(Limb landmark coordinates)

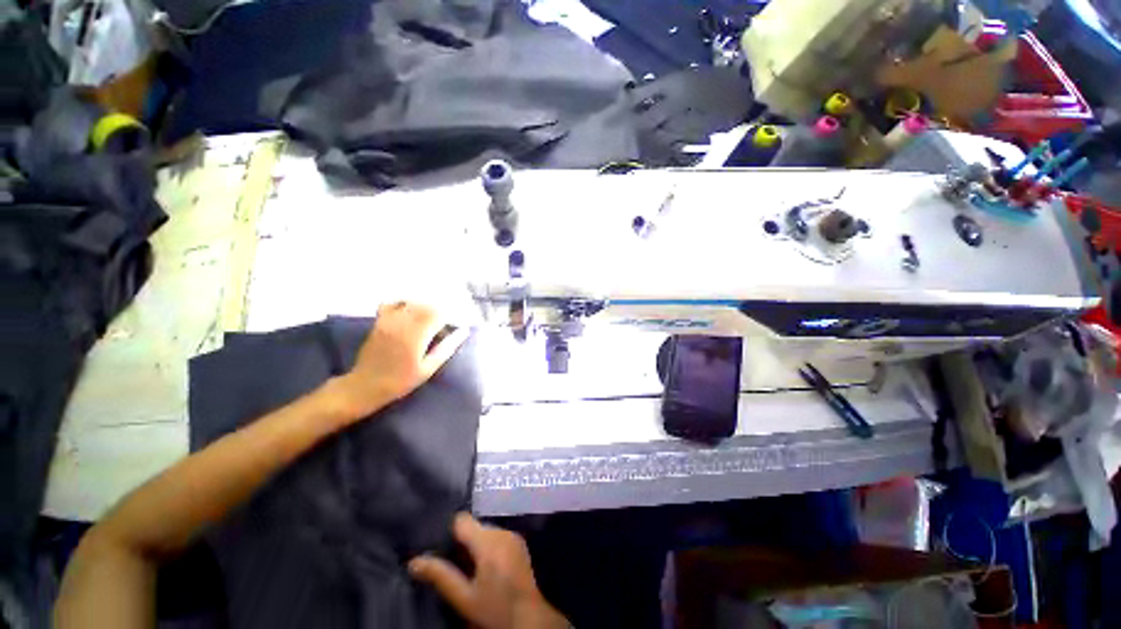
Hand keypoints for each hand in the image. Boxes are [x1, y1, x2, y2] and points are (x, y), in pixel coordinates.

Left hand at [335, 302, 467, 419]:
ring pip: (411, 302)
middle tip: (445, 321)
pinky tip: (410, 311)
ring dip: (424, 306)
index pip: (438, 314)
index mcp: (416, 335)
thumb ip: (446, 348)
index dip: (450, 316)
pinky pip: (392, 303)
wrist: (366, 386)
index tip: (456, 323)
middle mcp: (403, 323)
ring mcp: (389, 320)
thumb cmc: (401, 381)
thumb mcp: (428, 368)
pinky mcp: (379, 321)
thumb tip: (464, 331)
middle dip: (439, 310)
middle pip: (426, 305)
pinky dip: (404, 303)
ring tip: (430, 317)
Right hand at [409, 514, 568, 628]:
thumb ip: (440, 576)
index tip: (439, 547)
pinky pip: (497, 536)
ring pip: (486, 530)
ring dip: (476, 545)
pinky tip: (486, 568)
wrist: (529, 618)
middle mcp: (502, 531)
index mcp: (488, 541)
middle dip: (462, 541)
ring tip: (468, 568)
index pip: (462, 520)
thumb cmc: (495, 609)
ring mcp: (513, 535)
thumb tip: (414, 562)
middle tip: (452, 564)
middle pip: (474, 526)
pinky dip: (488, 546)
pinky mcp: (519, 542)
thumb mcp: (464, 598)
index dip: (448, 531)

**What the task asks**
Without including any pictures, print each record exactly.

**Output of the task**
Hand keypoints for each hand in the image. Boxes are [x1, y1, x2, y2] and points are (x, y), in pixel coordinates.

Left hand at [335, 302, 467, 419]:
ring pip: (411, 302)
middle tip: (445, 321)
pinky tip: (410, 311)
ring dip: (424, 306)
index pip: (438, 314)
index mcp: (416, 335)
thumb ip: (446, 348)
index dip: (450, 316)
pinky pip: (392, 303)
wrist: (366, 386)
index tip: (456, 323)
middle mcp: (403, 323)
ring mcp: (389, 320)
thumb cmc: (401, 381)
thumb mcp: (428, 368)
pinky mcp: (379, 321)
thumb tip: (464, 331)
middle dip: (439, 310)
middle pip: (426, 305)
pinky dip: (404, 303)
ring tip: (430, 317)
Right hand at [409, 514, 568, 628]:
thumb ip: (440, 576)
index tip: (439, 547)
pinky pip: (497, 536)
ring pip: (486, 530)
ring dip: (476, 545)
pinky tip: (486, 568)
wrist: (529, 618)
middle mcp: (502, 531)
index mcp: (488, 541)
middle dip: (462, 541)
ring tip: (468, 568)
index pip: (462, 520)
thumb cmc: (495, 609)
ring mcp: (513, 535)
thumb tip: (414, 562)
middle tip: (452, 564)
middle pip: (474, 526)
pinky dip: (488, 546)
pinky mcp: (519, 542)
thumb mcp: (464, 598)
index dip: (448, 531)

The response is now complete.